• What the task requires: Look below for the line that contains "thumb ip: (333, 226)", then copy it and each following line exactly, through and including the line that contains "thumb ip: (978, 1029)".

• Bounding boxes with keypoints:
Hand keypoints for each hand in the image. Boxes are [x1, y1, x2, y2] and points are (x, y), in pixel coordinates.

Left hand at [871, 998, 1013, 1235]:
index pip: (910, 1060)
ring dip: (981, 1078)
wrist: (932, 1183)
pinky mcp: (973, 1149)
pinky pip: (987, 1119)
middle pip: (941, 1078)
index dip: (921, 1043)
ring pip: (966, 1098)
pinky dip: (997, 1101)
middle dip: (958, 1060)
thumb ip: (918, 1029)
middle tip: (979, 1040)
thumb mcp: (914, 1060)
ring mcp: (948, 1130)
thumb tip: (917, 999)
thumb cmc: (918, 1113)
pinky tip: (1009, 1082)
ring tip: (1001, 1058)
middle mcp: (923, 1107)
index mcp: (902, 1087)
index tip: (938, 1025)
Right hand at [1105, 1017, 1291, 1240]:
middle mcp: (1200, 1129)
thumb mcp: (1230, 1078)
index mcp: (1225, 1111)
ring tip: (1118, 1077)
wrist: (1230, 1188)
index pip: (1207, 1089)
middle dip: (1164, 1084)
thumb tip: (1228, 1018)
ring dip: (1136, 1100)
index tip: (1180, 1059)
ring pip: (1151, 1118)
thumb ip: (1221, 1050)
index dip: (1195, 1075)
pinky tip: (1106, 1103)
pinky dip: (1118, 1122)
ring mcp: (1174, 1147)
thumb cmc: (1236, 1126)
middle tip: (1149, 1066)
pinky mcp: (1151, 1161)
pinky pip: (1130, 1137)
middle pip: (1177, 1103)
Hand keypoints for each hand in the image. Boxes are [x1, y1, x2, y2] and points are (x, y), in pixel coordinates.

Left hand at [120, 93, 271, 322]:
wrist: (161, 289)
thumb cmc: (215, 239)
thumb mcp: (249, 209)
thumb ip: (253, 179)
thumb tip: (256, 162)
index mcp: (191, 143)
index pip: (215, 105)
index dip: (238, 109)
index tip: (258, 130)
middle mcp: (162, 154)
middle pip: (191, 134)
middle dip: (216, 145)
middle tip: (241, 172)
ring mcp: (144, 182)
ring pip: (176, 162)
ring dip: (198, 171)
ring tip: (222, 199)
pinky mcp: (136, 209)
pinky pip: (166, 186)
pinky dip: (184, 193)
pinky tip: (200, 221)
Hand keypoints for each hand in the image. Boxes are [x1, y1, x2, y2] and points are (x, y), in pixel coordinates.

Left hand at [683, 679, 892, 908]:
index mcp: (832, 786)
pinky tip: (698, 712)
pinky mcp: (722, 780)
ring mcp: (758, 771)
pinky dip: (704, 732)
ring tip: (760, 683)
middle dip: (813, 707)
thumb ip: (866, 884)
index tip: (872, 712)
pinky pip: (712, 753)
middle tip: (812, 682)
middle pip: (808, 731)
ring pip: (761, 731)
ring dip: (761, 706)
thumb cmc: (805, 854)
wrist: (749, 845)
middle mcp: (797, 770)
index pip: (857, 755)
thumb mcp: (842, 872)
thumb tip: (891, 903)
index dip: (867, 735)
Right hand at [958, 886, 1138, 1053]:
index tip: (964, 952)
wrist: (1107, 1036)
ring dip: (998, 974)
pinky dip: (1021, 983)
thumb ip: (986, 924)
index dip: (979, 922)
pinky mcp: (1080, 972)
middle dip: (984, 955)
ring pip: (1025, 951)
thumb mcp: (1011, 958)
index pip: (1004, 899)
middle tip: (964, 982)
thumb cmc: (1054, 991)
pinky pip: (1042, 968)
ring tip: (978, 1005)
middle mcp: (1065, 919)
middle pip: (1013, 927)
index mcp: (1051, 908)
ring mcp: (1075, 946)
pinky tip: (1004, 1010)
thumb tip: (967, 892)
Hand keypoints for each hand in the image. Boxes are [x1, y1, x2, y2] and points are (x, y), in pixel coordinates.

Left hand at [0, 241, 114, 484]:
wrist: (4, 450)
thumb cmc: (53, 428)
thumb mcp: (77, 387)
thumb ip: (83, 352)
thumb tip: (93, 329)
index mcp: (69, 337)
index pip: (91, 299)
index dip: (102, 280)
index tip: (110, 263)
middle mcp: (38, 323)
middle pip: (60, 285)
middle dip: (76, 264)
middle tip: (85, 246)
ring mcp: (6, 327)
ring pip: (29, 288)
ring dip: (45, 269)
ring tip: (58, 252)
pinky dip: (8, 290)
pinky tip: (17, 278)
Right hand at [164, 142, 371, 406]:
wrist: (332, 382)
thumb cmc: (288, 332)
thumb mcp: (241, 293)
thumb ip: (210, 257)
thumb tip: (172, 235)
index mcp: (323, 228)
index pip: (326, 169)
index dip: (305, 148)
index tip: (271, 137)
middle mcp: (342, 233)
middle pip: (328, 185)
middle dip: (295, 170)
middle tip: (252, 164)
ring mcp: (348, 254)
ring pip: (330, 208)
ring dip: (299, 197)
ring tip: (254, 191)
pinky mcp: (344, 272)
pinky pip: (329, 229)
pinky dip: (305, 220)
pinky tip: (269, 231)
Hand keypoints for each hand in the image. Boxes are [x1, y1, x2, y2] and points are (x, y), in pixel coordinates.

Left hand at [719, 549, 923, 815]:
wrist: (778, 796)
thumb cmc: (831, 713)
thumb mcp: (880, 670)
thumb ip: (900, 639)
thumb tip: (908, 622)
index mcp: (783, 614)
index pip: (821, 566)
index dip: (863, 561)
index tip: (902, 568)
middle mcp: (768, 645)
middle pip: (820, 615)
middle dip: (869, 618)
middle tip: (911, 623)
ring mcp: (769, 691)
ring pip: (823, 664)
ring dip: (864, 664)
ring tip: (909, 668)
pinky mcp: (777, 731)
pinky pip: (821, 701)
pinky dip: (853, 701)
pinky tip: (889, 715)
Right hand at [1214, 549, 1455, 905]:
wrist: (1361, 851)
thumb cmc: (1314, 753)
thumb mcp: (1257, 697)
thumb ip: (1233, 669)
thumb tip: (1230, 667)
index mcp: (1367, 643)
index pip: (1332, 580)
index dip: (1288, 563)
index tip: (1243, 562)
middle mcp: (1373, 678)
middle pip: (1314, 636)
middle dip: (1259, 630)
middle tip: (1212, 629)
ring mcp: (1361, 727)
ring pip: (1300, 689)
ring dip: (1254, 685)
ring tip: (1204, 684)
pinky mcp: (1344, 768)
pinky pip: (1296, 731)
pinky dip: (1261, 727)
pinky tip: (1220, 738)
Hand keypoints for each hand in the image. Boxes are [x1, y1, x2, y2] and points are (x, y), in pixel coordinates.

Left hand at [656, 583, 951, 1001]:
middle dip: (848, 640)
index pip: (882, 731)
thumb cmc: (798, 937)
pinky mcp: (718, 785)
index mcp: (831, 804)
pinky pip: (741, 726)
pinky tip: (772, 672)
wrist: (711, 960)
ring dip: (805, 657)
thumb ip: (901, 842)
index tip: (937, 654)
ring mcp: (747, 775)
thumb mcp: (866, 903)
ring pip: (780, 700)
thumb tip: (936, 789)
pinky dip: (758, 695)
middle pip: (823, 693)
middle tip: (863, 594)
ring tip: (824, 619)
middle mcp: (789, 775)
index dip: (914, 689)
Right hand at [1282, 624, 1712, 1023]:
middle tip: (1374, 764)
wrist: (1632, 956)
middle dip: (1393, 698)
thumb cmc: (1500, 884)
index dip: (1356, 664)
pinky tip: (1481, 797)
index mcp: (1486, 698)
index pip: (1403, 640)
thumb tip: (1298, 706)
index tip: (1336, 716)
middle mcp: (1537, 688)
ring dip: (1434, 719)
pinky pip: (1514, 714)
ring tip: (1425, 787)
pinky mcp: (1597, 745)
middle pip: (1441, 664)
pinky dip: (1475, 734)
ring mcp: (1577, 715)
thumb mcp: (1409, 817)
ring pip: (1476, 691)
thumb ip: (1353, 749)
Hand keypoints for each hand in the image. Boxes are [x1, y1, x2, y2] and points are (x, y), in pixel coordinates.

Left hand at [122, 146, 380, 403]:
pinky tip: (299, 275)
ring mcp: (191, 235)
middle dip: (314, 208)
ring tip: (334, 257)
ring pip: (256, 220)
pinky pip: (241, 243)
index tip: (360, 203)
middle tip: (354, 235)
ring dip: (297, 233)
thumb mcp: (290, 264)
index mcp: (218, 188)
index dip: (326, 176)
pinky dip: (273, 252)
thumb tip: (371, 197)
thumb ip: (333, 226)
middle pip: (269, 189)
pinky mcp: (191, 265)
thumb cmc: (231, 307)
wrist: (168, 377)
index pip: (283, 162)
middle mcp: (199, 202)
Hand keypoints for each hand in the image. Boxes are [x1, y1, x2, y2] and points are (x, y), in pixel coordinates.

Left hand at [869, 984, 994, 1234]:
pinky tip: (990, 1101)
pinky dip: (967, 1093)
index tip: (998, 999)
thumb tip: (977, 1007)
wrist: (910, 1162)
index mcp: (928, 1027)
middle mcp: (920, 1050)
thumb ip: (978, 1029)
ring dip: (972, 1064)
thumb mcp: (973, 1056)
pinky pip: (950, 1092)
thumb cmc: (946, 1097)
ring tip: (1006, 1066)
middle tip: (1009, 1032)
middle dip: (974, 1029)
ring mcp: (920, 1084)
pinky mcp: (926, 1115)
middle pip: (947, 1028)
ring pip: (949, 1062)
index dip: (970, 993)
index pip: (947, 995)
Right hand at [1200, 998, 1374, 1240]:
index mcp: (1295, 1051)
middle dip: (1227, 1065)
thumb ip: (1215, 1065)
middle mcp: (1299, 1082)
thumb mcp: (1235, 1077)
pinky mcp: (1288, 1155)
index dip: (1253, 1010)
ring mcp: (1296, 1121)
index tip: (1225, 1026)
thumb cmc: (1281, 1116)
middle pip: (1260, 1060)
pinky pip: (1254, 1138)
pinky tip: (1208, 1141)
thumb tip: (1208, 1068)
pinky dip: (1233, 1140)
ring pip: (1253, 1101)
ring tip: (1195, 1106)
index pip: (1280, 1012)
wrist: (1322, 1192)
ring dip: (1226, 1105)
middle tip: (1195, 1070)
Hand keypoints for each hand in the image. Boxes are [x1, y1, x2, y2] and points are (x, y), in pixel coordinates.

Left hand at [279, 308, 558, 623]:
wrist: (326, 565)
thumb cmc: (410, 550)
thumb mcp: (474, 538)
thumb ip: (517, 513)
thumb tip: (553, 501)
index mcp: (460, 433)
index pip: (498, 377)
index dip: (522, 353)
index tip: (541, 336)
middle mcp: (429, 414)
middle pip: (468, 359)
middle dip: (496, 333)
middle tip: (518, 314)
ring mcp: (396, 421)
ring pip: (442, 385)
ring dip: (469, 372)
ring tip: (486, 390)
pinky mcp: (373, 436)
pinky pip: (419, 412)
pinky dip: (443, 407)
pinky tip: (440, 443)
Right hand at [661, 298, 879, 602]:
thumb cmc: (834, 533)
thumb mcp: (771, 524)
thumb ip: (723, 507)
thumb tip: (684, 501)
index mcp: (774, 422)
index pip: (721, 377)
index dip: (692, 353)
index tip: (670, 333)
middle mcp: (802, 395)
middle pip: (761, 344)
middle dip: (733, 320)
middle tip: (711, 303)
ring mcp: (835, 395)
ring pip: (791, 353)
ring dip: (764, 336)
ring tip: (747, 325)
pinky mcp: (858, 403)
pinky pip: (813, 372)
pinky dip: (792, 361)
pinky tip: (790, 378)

• Written reply:
thumb ip: (333, 226)
middle pip: (269, 189)
pinky mcp: (191, 265)
thumb cmc: (231, 307)
wrist: (168, 377)
index pip: (283, 162)
middle mcp: (199, 202)
Hand keypoints for each hand in the image. Boxes are [x1, y1, x2, y2] and points are (x, y), in pixel coordinates.

Left hand at [869, 984, 994, 1234]:
pinky tip: (990, 1101)
pinky dip: (967, 1093)
index tip: (998, 999)
thumb tip: (977, 1007)
wrist: (910, 1162)
index mcp: (928, 1027)
middle mcp: (920, 1050)
thumb ip: (978, 1029)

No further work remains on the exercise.